▶ [Assigned task]: Copy exactly the lines that run from the line containing "index tip: (1124, 928)" to the end of the material below, both ends included.

Records for the task below:

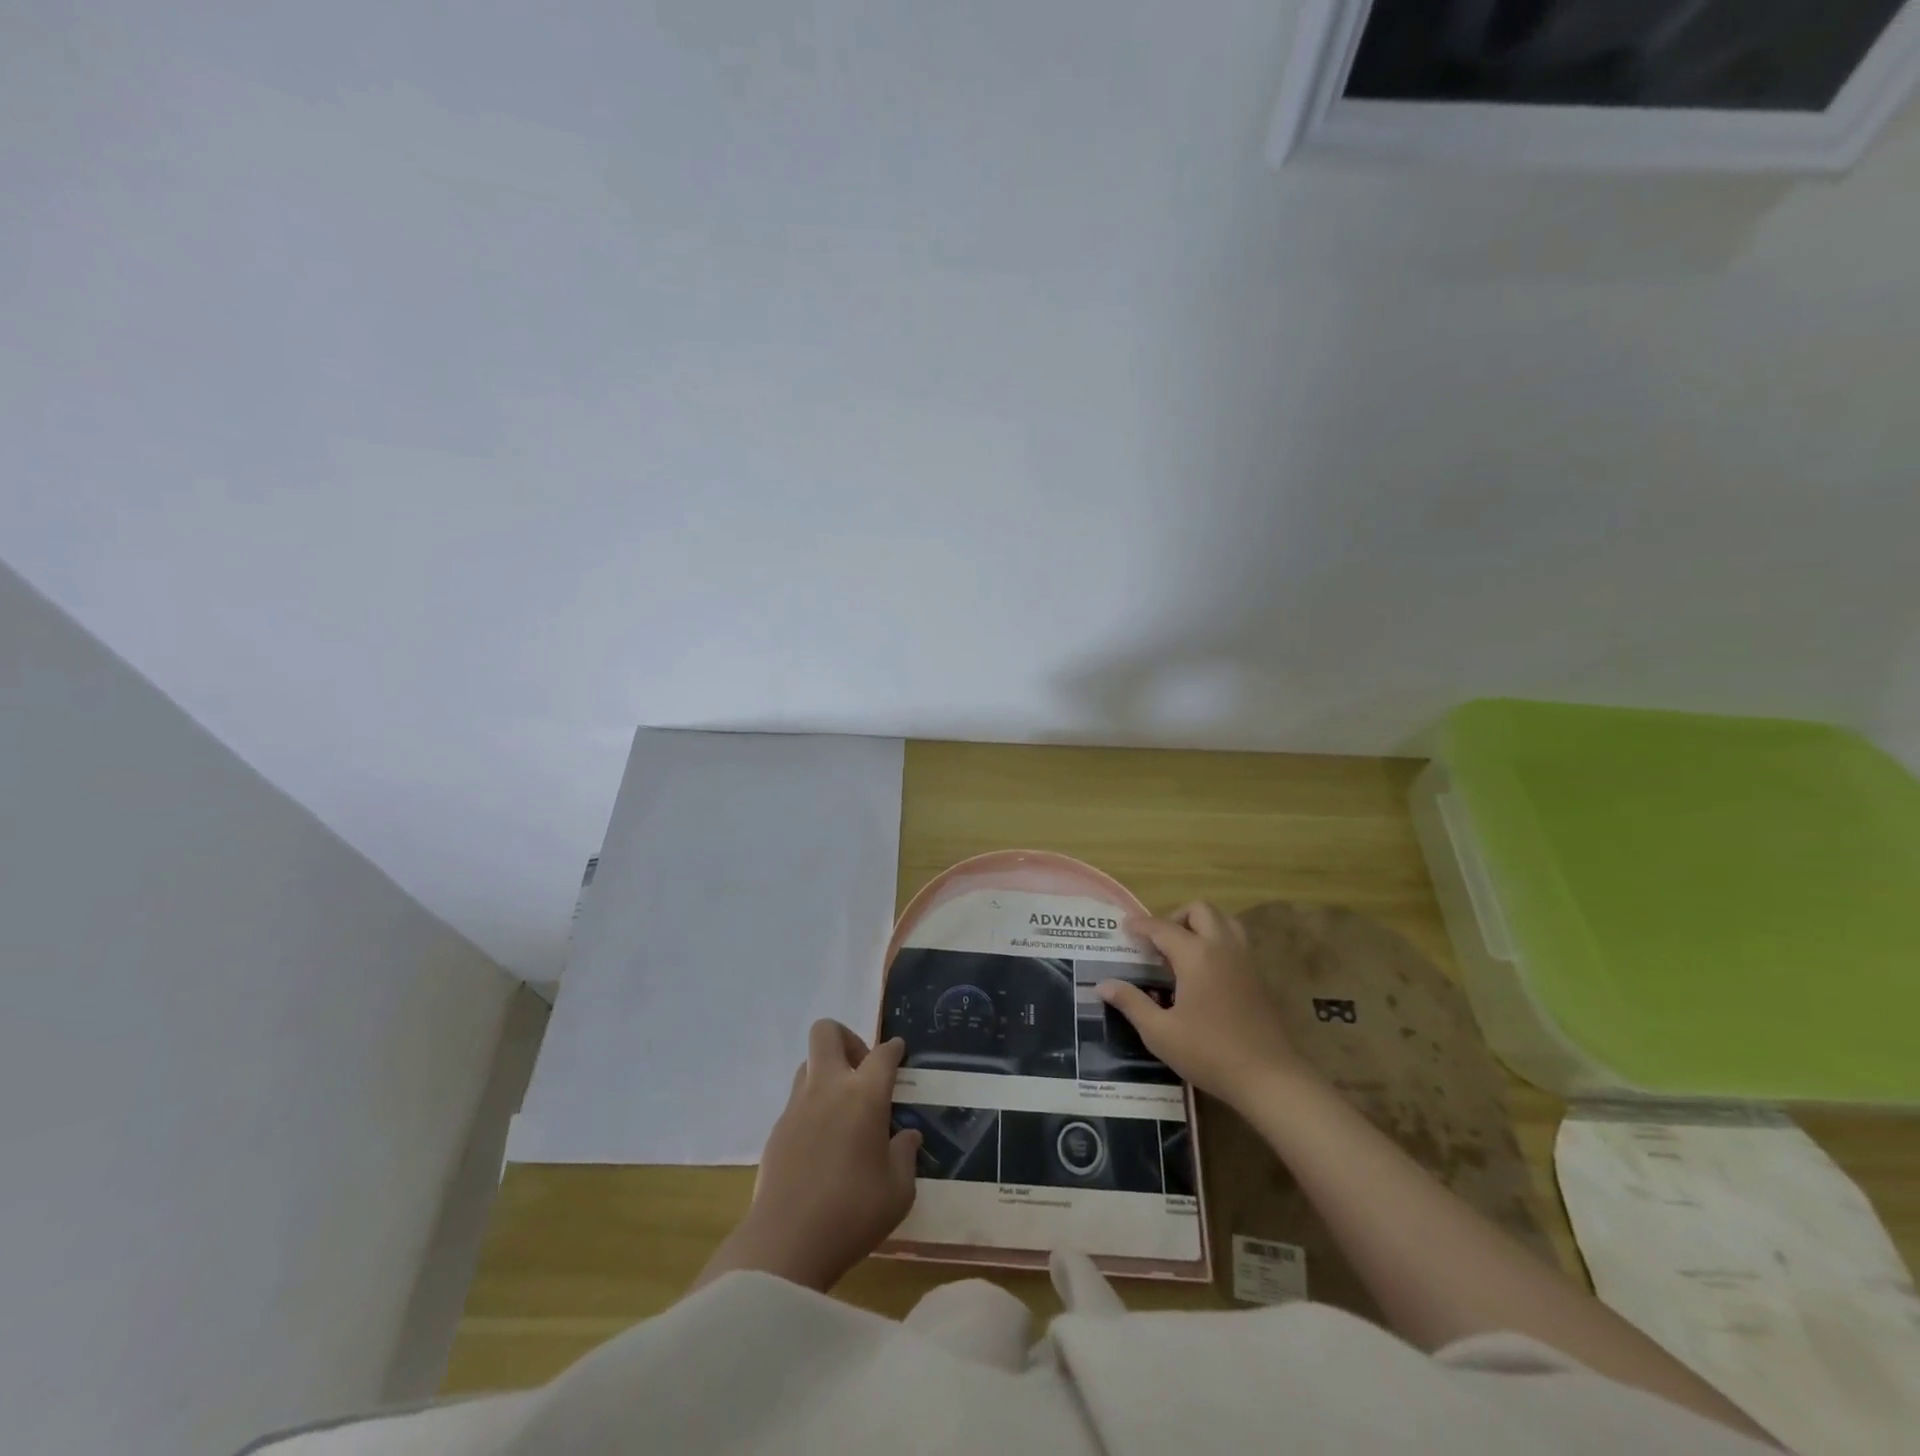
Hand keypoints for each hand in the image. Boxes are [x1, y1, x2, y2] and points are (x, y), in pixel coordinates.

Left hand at [700, 1020, 920, 1293]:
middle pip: (827, 1032)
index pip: (882, 1053)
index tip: (899, 1053)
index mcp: (864, 1095)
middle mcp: (828, 1088)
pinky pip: (797, 1100)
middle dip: (848, 1039)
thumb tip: (907, 1136)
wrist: (785, 1243)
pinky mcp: (776, 1130)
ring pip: (809, 1063)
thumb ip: (905, 1156)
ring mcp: (797, 1106)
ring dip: (827, 1073)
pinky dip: (813, 1106)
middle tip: (863, 1071)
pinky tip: (823, 1142)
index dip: (894, 1049)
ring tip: (843, 1108)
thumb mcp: (898, 1191)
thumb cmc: (852, 1213)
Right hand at [1099, 902, 1304, 1110]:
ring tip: (1183, 951)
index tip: (1124, 928)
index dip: (1140, 925)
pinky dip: (1217, 942)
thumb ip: (1131, 1003)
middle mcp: (1222, 948)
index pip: (1162, 928)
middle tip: (1158, 943)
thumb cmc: (1209, 1053)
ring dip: (1201, 925)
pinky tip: (1205, 973)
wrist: (1270, 1078)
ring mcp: (1245, 961)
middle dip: (1175, 917)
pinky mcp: (1258, 978)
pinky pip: (1236, 942)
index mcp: (1195, 955)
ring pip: (1224, 921)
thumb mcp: (1160, 1032)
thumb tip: (1102, 984)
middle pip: (1200, 910)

End of Records for the task.

▶ [Response]:
index tip: (1124, 928)
index dip: (1140, 925)
pinky dip: (1217, 942)
thumb ip: (1131, 1003)
middle mcp: (1222, 948)
index pip: (1162, 928)
middle tip: (1158, 943)
thumb cmc: (1209, 1053)
ring dip: (1201, 925)
pinky tip: (1205, 973)
wrist: (1270, 1078)
ring mcp: (1245, 961)
middle dip: (1175, 917)
pinky mcp: (1258, 978)
pinky pip: (1236, 942)
index mcp: (1195, 955)
ring pip: (1224, 921)
thumb mcp: (1160, 1032)
thumb tip: (1102, 984)
middle pip: (1200, 910)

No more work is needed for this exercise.